Integrating AI-driven technologies and facial-semantic features for depression detection: A cross-sectional study.
Journal:
Journal of affective disorders
Published Date:
Dec 18, 2025
Abstract
BACKGROUND: Depression is a major global health concern, still individuals with depressive tendencies remain undetected in outpatient settings due to the limitations of self-report, stigma, and reporting bias. Advances in artificial intelligence (AI) offer opportunities for objective, scalable, and unobtrusive methods of early detection. This study examined predictive accuracy of two AI-driven systems, the iSeeME facial-expression model and the Event-Driven Depression Tendency Warning System (EDDTW-V2) in identifying depressive symptoms among high-risk outpatients in Taiwan.
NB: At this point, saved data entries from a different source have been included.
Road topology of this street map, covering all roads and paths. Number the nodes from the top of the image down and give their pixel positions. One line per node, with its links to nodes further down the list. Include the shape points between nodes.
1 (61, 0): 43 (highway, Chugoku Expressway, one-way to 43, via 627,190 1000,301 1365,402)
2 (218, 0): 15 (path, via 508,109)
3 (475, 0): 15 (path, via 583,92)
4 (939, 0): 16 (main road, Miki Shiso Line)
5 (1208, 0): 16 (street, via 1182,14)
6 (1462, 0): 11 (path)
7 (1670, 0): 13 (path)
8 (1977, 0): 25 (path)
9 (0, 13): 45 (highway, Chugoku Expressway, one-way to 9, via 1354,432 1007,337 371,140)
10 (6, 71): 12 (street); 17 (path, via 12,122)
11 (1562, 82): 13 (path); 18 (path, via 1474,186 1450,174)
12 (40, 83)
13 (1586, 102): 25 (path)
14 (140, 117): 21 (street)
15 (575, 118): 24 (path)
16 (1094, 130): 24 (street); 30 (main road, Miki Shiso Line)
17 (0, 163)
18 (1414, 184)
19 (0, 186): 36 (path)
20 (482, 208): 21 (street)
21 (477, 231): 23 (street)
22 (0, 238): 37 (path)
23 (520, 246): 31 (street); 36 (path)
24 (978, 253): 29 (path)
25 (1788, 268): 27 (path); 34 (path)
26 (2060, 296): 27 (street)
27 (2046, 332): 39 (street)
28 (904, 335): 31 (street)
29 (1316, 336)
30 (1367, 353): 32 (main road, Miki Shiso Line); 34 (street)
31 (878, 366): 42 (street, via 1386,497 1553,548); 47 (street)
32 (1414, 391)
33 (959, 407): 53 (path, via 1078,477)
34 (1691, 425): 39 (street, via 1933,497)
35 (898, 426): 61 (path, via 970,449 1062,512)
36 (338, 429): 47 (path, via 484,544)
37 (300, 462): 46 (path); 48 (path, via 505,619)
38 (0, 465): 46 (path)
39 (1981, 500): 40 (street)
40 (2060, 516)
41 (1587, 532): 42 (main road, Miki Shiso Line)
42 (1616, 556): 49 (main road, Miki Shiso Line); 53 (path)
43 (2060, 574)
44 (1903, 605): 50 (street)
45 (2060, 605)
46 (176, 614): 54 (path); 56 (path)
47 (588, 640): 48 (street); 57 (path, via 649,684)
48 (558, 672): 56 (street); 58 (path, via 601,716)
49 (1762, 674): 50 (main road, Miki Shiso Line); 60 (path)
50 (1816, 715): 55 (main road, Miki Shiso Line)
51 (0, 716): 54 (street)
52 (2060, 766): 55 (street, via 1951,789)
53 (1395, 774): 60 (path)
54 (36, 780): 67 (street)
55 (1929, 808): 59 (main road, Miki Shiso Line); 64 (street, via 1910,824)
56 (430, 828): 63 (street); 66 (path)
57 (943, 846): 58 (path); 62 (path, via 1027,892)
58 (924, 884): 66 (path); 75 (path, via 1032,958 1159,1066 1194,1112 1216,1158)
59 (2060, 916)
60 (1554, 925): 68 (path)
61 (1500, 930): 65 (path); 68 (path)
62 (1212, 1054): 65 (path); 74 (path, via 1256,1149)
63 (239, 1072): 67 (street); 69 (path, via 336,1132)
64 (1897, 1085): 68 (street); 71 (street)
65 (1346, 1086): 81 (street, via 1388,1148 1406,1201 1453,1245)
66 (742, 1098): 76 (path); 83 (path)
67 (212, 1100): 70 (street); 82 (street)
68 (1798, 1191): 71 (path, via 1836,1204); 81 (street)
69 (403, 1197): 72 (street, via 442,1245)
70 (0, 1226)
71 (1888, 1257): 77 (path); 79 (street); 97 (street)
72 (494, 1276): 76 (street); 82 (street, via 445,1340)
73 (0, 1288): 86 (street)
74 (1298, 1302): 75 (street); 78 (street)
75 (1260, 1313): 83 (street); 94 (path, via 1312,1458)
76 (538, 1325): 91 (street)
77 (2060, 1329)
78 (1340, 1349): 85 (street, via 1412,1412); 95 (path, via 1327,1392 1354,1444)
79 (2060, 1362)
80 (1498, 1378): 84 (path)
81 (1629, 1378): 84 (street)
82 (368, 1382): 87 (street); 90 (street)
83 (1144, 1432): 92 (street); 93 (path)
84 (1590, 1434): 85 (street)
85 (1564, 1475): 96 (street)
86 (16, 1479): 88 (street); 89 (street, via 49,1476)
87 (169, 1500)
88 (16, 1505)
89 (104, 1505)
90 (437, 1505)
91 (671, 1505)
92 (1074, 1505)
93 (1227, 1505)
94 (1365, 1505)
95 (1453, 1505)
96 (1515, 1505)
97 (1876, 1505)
METHODS: A cross-sectional study was conducted with 62 outpatients recruited from psychiatric and surgical-oncology clinics at a medical center in southern Taiwan. Participants completed standardized depression assessments, including the Hamilton Depression Rating Scale (HDRS), Beck Depression Inventory-II (BDI-II), and Patient Health Questionnaire-9 (PHQ-9). Facial-expression data were analyzed using iSeeME, while narrative transcripts were processed with EDDTW-V2. Predictive validity was assessed through accurate metrics, correlations with clinical scales, and k-means cluster analysis. RESULTS: Of the 62 participants, 39 were clinically depressed (HDRS ≥7). The iSeeME system achieved precision of 0.761, recall of 0.854, F1-score of 0.805, and accuracy of 0.770, showing stronger correlations with BDI-II (r = 0.442, p < 0.01) and PHQ-9 (r = 0.335, p < 0.01) than EDDTW-V2. Cluster analysis revealed a high-distress subgroup characterized by younger age, single status, fewer children, and predominance of psychiatric patients. CONCLUSION: Both AI systems showed potential as complementary tools to traditional assessments. iSeeME was more sensitive to affective-behavioral symptoms, while EDDTW-V2 captured cognitive-linguistic features. They support earlier detection, monitoring, and targeted interventions in outpatient settings.